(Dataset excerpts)
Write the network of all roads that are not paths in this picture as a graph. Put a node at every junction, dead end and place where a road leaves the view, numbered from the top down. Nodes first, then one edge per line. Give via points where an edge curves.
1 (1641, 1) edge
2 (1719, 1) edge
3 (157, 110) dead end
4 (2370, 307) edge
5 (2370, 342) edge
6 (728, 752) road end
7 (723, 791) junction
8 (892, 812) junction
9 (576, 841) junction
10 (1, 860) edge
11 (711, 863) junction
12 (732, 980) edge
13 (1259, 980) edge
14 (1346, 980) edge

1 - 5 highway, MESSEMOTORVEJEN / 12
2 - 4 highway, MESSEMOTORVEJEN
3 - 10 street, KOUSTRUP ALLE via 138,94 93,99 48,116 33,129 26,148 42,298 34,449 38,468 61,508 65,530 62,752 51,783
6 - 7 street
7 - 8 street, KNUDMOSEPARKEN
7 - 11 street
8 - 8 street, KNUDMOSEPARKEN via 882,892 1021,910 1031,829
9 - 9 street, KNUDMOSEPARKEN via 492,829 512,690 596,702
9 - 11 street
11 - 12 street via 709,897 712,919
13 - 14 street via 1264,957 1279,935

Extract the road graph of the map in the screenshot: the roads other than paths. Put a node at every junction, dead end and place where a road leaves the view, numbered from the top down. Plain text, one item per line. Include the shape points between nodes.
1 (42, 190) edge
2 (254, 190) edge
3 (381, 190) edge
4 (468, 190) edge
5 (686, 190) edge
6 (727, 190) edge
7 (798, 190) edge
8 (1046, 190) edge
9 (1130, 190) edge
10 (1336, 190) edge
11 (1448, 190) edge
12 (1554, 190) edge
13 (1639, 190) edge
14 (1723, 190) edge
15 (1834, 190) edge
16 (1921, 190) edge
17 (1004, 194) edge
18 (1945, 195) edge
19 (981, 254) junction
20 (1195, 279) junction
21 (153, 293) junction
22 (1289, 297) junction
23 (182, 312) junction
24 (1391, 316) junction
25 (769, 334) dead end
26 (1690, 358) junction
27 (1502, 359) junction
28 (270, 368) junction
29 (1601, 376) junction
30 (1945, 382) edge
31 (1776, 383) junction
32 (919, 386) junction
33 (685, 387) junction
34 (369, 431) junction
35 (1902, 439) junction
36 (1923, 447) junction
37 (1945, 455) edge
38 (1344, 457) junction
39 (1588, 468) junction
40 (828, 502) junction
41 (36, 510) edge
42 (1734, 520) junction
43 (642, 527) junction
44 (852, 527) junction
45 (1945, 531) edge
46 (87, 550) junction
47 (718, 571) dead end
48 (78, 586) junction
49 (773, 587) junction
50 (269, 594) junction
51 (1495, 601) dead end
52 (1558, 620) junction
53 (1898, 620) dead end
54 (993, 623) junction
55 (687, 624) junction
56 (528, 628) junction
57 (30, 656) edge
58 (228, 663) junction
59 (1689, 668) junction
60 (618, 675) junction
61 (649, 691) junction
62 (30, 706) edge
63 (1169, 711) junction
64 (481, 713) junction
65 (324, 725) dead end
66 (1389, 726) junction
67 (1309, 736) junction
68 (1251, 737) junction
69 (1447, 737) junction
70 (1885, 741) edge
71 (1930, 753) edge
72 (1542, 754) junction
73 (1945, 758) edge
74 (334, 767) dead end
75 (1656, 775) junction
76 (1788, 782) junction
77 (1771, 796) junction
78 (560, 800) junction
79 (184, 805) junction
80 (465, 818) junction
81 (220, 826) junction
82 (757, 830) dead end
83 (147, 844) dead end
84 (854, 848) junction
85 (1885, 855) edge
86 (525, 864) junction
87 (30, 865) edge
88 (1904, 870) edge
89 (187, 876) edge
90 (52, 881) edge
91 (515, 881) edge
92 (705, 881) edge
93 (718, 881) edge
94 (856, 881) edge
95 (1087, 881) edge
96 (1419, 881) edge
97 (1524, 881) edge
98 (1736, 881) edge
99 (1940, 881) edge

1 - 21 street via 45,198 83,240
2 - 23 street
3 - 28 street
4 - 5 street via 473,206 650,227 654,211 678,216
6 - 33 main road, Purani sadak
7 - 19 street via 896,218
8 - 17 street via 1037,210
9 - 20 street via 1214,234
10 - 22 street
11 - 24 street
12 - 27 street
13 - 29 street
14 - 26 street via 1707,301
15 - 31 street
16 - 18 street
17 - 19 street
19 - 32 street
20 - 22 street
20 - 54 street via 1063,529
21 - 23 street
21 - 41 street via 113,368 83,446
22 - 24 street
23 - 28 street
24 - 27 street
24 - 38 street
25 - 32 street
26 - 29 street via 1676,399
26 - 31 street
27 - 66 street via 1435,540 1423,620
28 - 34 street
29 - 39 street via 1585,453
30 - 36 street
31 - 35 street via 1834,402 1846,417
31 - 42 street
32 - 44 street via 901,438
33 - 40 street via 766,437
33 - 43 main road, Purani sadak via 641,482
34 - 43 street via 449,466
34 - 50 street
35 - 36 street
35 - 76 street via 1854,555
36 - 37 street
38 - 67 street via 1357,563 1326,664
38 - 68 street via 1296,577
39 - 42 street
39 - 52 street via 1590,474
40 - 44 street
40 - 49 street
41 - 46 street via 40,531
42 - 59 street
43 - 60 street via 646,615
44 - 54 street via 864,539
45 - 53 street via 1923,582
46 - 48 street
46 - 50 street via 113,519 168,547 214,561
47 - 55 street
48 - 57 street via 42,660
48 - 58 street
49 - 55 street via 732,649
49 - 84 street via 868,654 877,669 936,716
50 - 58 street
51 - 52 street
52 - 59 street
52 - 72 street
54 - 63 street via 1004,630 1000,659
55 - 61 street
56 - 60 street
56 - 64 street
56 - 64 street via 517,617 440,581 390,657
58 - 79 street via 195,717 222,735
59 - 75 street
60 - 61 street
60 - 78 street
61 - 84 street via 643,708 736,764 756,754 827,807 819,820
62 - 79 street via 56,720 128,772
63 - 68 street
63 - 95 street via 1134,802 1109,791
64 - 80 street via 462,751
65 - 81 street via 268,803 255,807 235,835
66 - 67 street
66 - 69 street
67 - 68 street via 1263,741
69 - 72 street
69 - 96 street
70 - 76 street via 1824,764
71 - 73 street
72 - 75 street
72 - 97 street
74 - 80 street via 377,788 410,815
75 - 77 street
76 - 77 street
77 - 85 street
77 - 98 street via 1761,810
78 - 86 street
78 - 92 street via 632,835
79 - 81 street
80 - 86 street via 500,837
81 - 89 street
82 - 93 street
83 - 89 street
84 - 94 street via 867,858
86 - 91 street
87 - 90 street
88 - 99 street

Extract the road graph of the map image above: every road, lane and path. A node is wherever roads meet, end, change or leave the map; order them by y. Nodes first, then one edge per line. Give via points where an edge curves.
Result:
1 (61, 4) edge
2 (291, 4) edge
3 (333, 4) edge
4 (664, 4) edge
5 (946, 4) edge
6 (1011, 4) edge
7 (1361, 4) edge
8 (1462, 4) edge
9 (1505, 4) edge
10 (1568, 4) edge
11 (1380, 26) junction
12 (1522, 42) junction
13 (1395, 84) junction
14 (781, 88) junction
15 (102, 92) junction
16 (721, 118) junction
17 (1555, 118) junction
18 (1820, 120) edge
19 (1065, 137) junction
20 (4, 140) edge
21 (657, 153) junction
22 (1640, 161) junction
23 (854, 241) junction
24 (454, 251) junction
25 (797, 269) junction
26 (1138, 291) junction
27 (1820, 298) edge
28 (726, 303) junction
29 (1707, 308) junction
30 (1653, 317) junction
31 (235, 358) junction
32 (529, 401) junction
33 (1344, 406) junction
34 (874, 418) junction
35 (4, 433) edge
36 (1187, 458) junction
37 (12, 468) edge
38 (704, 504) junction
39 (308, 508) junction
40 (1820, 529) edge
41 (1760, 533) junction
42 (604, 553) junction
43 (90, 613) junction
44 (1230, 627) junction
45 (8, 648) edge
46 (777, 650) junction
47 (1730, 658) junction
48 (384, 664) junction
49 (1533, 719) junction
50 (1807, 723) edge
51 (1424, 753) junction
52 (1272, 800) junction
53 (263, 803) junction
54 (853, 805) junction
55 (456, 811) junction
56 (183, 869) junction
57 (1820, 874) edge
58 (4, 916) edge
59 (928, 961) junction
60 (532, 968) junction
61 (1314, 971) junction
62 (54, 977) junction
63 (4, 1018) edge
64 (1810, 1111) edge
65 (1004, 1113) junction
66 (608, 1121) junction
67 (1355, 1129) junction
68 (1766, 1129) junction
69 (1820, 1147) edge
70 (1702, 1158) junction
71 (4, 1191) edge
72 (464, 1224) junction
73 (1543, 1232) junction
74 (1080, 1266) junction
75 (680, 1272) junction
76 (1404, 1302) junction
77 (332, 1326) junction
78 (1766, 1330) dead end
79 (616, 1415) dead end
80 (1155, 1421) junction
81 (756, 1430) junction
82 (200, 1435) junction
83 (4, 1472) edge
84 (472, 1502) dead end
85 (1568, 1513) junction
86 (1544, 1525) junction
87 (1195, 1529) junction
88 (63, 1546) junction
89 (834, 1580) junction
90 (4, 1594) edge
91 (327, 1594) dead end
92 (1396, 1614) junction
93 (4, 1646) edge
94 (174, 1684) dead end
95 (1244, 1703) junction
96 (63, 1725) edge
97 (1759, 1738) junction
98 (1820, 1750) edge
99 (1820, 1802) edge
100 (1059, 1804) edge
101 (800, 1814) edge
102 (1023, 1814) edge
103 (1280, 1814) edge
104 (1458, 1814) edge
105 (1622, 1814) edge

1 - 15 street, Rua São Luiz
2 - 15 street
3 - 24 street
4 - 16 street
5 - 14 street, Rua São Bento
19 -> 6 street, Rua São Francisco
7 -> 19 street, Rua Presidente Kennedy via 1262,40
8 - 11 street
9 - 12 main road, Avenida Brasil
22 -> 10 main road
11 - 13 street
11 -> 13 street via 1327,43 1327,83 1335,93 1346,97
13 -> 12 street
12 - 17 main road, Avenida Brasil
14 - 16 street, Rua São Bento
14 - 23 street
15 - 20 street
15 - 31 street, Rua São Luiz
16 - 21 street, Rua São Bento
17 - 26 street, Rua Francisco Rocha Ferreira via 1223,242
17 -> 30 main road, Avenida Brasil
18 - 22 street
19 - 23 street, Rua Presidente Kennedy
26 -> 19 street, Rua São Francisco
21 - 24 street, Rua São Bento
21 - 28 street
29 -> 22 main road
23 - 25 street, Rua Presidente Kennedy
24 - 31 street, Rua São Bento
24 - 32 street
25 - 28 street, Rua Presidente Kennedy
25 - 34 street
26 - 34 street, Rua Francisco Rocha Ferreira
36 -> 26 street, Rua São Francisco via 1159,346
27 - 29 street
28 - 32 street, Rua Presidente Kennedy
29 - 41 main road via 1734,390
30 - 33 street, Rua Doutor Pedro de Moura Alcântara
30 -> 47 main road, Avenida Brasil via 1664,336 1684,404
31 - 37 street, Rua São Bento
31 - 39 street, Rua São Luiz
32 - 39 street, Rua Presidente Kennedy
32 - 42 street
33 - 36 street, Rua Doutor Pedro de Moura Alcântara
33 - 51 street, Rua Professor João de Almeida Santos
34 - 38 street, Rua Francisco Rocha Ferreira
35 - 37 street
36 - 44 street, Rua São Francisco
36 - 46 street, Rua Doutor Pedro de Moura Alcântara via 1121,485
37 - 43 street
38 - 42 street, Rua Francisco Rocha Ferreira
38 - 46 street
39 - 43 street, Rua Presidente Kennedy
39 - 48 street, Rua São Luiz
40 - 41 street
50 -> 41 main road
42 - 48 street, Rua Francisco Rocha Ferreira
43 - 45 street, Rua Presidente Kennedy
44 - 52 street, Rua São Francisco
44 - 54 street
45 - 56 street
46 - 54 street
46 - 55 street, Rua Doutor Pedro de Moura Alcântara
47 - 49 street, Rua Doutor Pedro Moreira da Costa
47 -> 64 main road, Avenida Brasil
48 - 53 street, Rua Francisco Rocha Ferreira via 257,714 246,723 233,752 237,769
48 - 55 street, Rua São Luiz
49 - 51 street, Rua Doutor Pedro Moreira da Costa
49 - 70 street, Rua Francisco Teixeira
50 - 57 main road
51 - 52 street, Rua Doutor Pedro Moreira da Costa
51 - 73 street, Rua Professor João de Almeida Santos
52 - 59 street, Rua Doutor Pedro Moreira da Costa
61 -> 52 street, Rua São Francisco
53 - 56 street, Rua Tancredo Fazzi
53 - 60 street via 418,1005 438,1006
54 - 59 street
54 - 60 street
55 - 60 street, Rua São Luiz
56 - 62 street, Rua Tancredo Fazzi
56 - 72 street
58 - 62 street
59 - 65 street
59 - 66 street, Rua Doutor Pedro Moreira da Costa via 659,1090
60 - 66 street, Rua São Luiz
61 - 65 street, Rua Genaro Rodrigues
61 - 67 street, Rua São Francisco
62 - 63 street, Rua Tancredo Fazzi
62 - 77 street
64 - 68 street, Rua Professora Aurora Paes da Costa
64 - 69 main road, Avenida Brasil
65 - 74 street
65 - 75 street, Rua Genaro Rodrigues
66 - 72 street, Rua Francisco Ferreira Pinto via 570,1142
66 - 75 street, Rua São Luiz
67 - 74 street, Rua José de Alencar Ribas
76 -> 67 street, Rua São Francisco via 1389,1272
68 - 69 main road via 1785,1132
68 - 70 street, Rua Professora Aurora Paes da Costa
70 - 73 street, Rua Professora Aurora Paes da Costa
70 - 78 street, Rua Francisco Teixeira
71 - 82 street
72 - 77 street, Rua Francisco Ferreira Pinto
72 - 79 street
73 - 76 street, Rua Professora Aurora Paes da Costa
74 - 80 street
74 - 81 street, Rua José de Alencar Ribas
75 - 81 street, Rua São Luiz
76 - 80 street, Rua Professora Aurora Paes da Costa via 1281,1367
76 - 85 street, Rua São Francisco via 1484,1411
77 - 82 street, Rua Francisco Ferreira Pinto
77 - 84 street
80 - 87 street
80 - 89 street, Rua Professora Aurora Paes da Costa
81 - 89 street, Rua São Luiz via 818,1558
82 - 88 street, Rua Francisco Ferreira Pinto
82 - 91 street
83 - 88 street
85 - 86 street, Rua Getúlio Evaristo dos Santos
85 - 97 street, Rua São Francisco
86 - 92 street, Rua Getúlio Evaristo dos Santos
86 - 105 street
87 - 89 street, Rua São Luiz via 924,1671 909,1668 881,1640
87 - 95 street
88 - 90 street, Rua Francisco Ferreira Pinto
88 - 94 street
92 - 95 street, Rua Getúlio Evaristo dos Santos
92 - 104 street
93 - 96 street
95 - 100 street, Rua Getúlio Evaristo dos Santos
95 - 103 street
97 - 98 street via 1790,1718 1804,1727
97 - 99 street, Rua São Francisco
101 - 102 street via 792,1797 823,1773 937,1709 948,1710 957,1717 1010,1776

> WHAT IS REQUIRED: Copy out every line from the data above in which the word "Evaristo" occurs.

> FINISHED TASK:
85 - 86 street, Rua Getúlio Evaristo dos Santos
86 - 92 street, Rua Getúlio Evaristo dos Santos
92 - 95 street, Rua Getúlio Evaristo dos Santos
95 - 100 street, Rua Getúlio Evaristo dos Santos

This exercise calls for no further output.